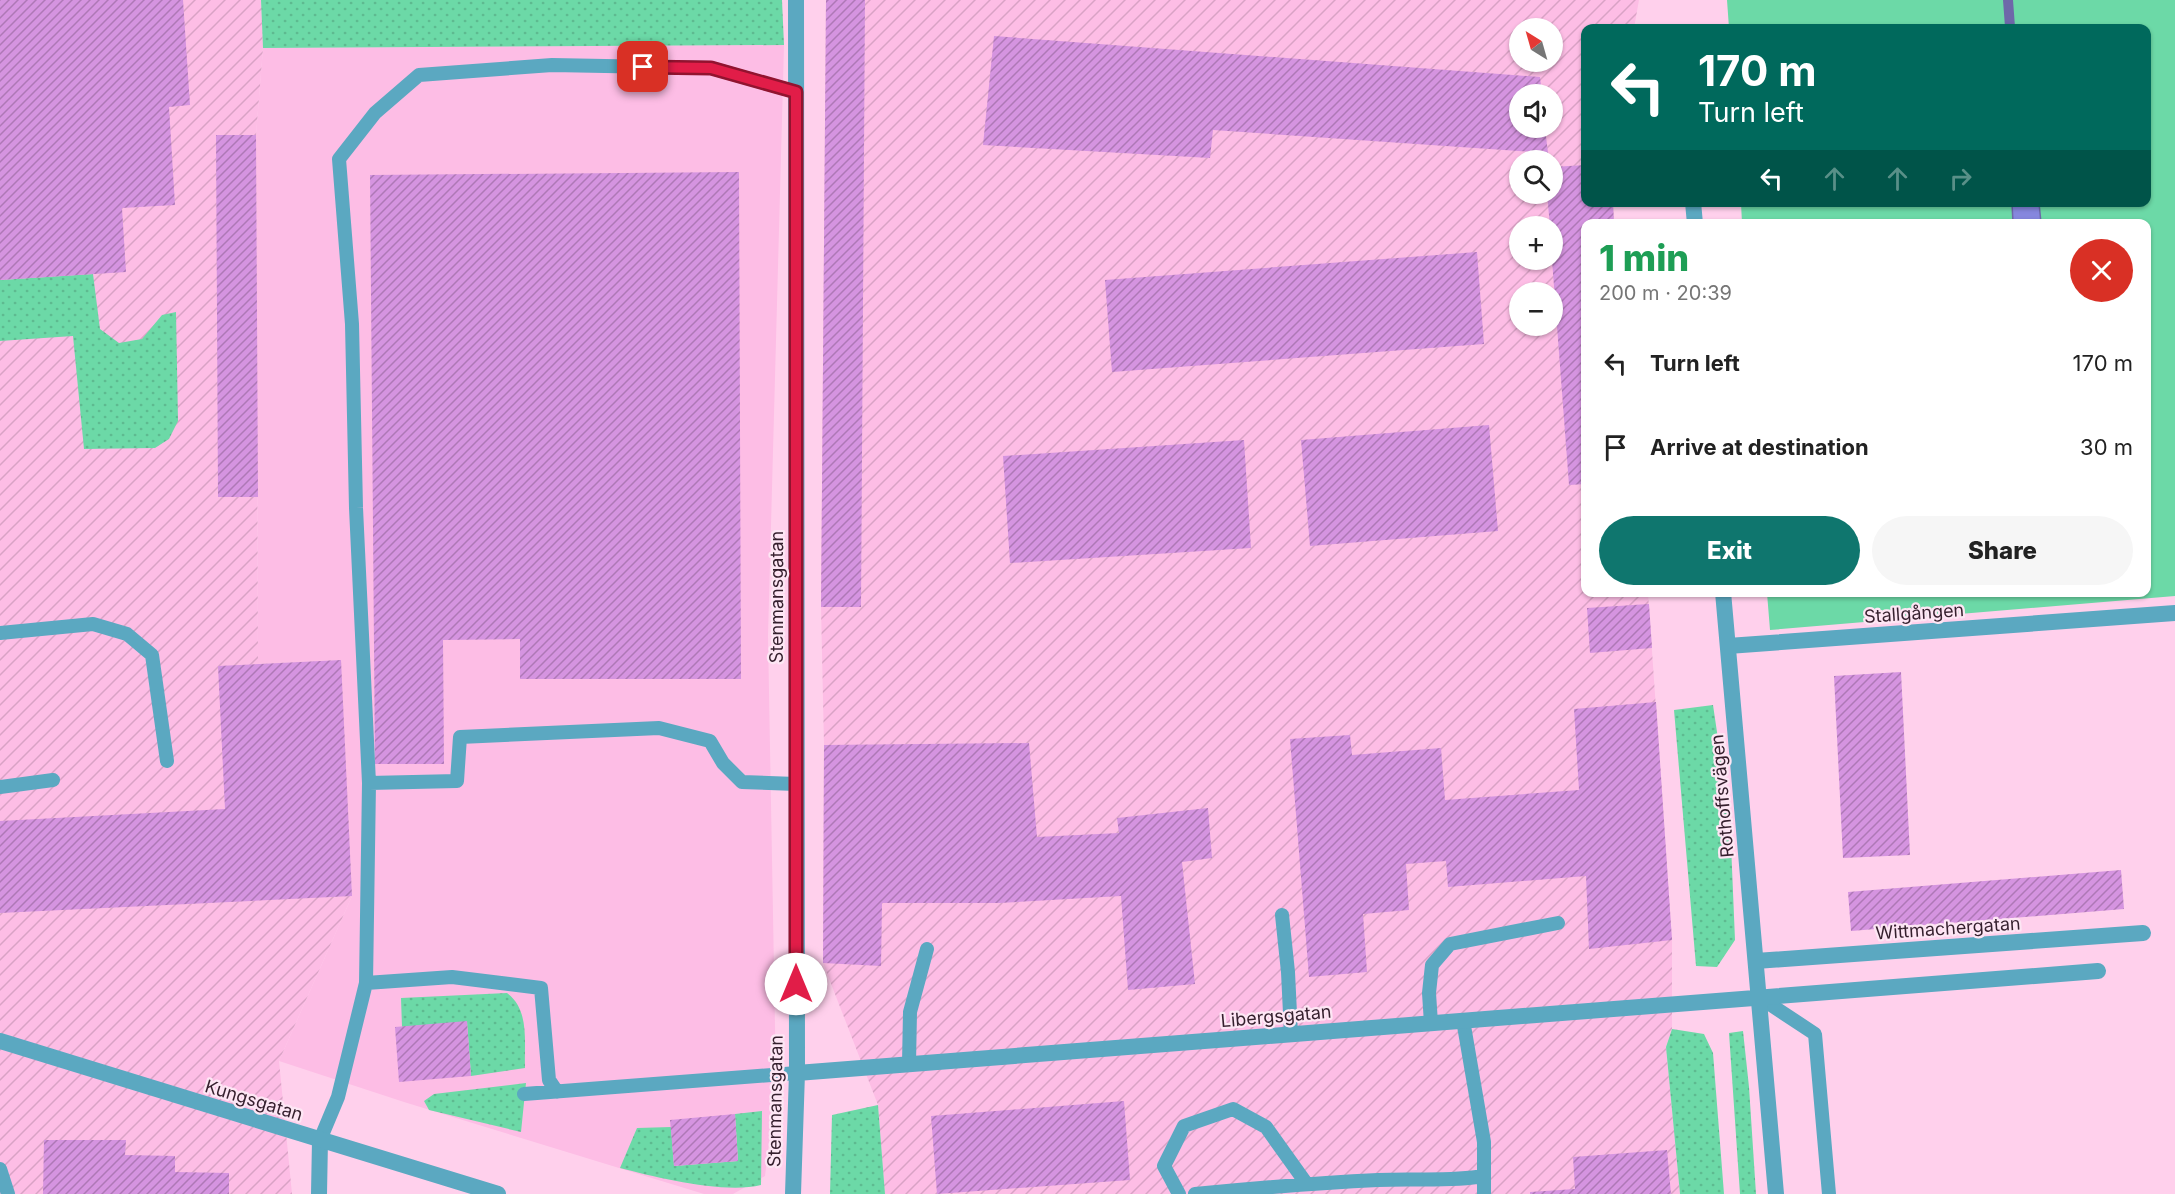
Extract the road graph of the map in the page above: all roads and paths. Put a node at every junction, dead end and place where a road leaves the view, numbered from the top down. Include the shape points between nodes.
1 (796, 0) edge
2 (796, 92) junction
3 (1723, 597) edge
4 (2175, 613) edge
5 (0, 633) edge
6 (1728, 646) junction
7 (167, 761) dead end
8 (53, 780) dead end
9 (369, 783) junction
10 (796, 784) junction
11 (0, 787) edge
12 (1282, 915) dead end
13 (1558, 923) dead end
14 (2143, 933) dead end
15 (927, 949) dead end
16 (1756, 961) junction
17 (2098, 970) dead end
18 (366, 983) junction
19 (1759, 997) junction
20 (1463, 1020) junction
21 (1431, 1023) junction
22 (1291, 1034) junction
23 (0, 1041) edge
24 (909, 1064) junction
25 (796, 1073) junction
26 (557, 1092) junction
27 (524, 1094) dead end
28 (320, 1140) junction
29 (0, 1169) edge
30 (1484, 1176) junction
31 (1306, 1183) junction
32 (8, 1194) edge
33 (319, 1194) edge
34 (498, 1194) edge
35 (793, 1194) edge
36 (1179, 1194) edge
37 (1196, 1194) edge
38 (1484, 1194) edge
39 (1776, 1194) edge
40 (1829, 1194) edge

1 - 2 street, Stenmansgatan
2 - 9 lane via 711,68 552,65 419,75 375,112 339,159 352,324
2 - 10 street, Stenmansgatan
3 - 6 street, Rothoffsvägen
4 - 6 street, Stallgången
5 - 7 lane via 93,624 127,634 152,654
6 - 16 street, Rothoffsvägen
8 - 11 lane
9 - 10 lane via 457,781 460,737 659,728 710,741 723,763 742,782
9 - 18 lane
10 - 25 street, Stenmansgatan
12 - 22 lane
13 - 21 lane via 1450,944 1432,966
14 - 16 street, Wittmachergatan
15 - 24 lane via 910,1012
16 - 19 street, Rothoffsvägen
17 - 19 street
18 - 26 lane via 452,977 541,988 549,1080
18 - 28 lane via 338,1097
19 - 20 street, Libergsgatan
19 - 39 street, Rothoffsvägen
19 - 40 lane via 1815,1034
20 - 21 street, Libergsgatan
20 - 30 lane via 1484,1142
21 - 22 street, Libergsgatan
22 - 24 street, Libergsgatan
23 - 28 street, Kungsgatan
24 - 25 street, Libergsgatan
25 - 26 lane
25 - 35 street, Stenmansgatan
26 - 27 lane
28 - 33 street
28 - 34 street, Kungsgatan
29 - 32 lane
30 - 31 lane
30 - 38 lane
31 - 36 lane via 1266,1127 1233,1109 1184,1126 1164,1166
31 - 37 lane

* * *

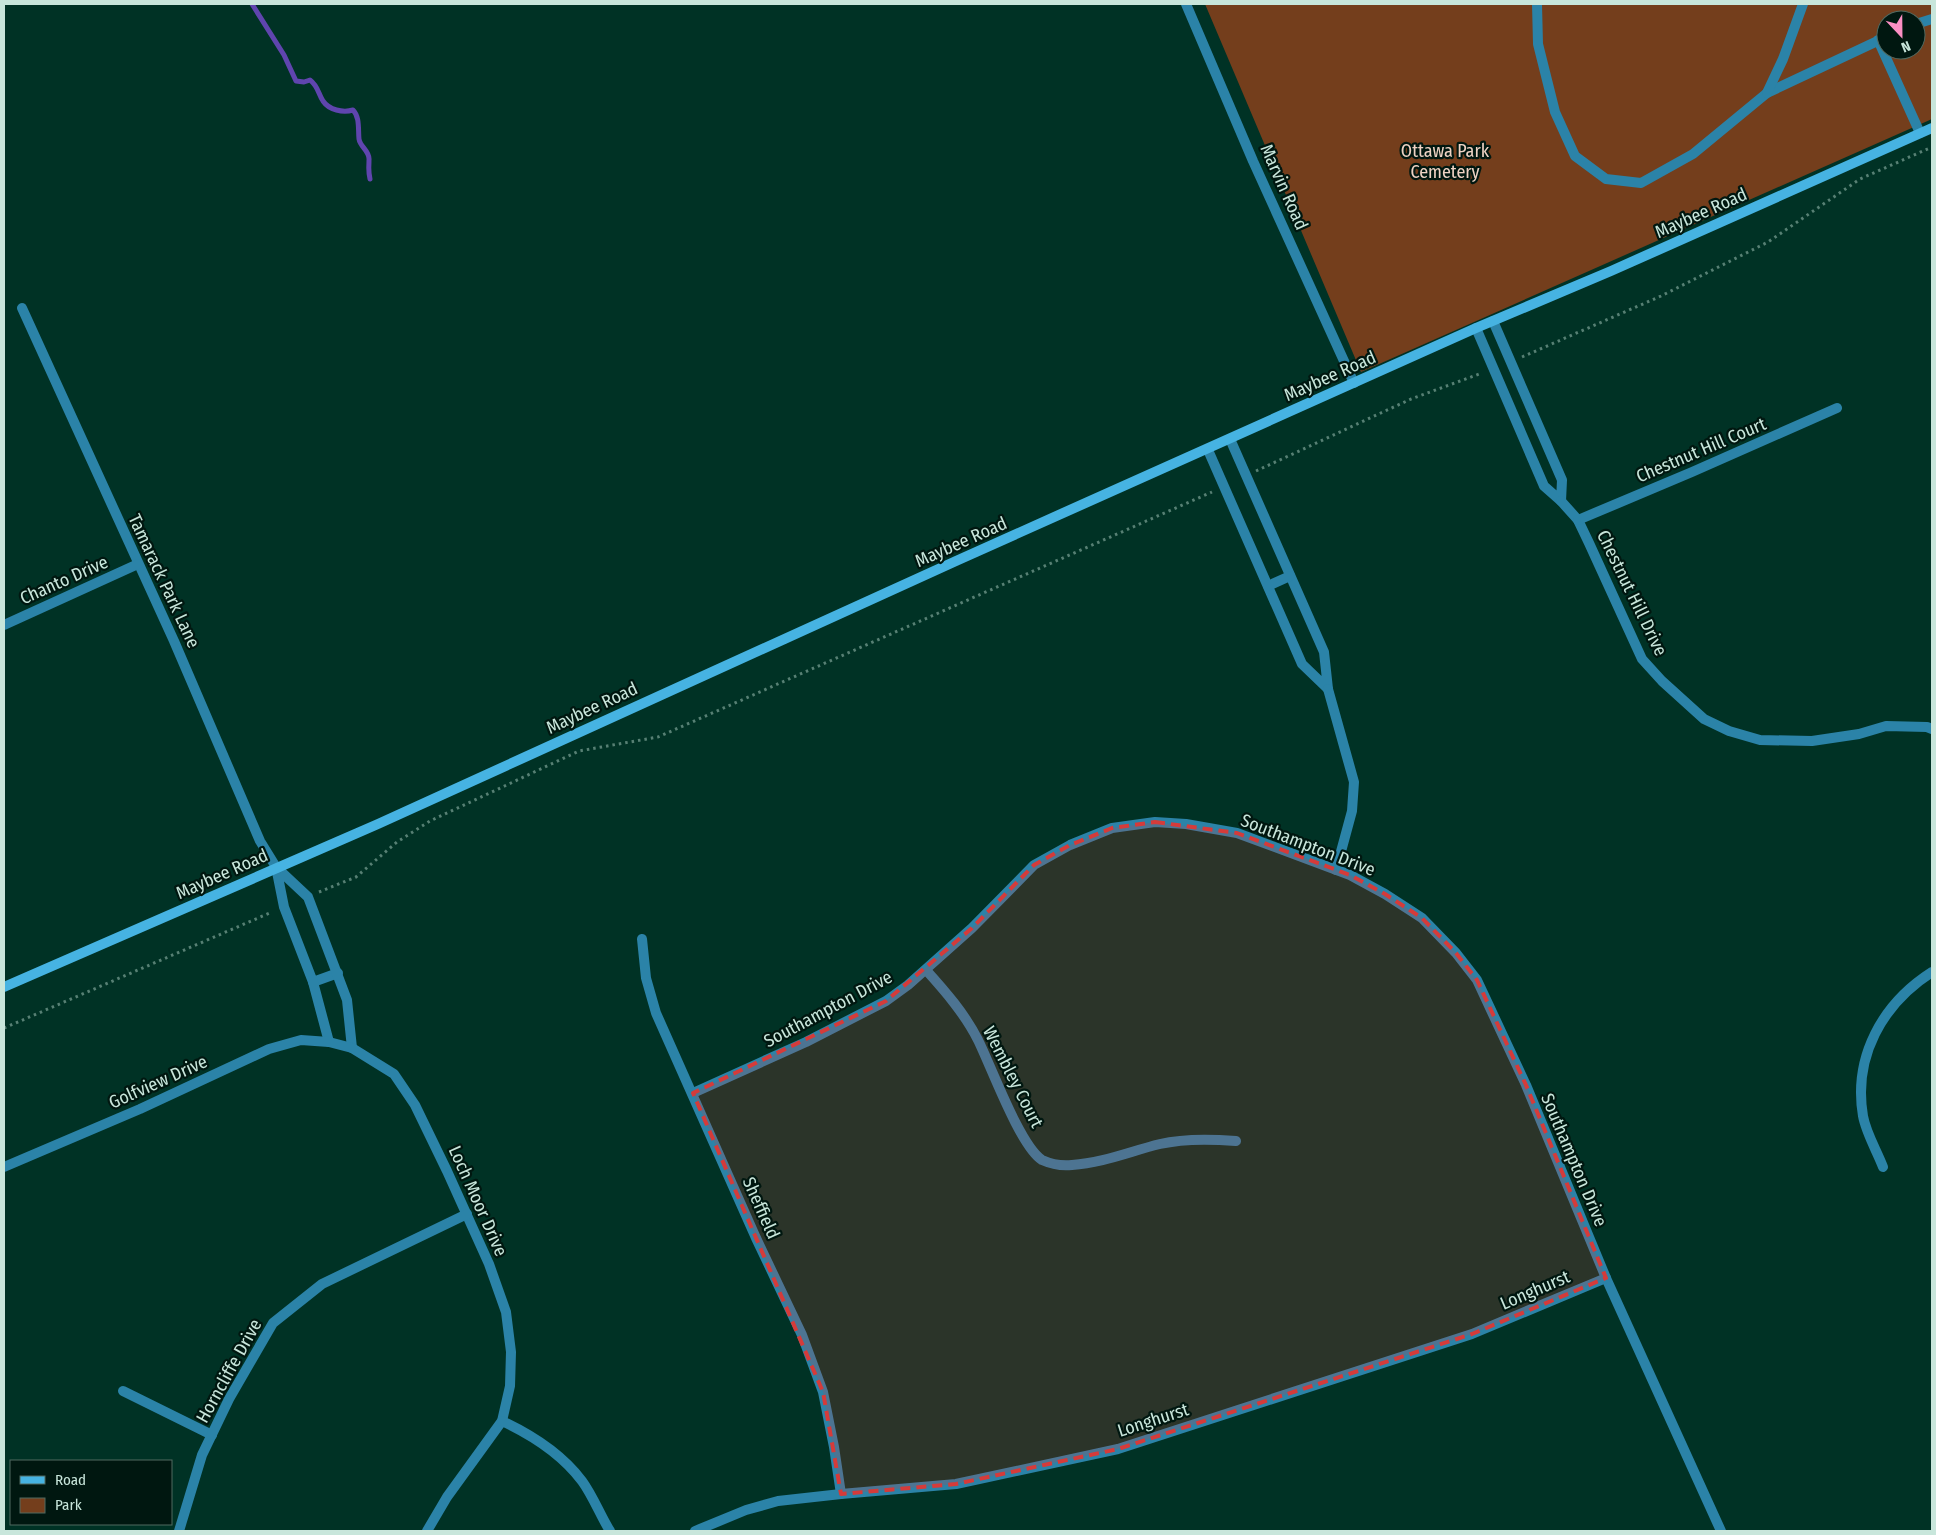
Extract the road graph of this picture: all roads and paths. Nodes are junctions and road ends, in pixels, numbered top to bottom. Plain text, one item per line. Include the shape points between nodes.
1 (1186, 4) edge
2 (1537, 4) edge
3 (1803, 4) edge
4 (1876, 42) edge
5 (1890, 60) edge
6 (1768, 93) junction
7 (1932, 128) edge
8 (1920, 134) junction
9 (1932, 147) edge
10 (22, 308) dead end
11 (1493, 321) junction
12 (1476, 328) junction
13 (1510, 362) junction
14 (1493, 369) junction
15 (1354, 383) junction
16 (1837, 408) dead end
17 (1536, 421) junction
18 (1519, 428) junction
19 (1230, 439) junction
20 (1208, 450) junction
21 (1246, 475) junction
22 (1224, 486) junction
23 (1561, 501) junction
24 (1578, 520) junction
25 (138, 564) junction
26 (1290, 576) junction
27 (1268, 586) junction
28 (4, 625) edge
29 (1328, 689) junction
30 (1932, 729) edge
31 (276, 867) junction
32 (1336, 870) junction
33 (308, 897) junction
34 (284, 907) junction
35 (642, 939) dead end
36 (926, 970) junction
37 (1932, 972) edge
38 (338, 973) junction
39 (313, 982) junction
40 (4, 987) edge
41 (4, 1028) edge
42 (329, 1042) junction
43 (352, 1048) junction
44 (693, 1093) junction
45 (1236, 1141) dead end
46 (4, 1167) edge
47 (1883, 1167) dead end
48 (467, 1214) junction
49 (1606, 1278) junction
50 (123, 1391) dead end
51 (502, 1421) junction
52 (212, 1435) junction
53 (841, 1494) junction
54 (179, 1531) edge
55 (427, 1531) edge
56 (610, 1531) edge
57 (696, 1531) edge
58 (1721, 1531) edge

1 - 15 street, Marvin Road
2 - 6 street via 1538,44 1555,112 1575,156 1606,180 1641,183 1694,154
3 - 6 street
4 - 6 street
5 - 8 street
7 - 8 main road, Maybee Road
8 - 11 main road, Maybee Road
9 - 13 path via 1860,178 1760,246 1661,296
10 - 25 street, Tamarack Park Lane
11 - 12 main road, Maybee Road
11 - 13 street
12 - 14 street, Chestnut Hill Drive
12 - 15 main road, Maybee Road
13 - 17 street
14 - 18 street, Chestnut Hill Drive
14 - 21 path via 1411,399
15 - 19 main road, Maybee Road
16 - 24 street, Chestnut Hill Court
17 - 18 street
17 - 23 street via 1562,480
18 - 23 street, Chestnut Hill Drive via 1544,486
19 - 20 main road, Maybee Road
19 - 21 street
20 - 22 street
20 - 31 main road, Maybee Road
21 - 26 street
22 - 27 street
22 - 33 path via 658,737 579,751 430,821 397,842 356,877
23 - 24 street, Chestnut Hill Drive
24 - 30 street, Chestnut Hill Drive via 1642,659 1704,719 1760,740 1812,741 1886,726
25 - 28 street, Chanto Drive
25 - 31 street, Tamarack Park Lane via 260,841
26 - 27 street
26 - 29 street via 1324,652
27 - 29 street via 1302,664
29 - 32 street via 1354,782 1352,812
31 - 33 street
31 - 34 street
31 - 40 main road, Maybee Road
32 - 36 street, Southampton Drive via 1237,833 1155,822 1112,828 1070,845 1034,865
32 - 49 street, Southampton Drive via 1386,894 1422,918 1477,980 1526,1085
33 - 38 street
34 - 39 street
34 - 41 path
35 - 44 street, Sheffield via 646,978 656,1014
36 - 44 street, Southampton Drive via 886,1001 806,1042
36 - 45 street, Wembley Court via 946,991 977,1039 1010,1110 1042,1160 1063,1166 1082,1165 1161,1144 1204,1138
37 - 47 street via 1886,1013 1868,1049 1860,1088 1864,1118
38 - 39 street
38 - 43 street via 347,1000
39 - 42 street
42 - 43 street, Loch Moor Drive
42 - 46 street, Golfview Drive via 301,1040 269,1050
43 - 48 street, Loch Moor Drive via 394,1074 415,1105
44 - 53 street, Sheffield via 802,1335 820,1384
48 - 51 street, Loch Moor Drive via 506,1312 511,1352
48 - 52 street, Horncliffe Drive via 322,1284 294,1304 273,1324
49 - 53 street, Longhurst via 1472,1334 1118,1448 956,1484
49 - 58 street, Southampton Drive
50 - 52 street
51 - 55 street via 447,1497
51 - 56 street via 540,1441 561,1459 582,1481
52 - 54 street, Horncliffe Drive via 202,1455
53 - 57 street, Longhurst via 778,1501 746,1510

> _Problem statement_: Where the word "Park" occurs in a line of the records, copy that line.

> _Written answer_:
10 - 25 street, Tamarack Park Lane
25 - 31 street, Tamarack Park Lane via 260,841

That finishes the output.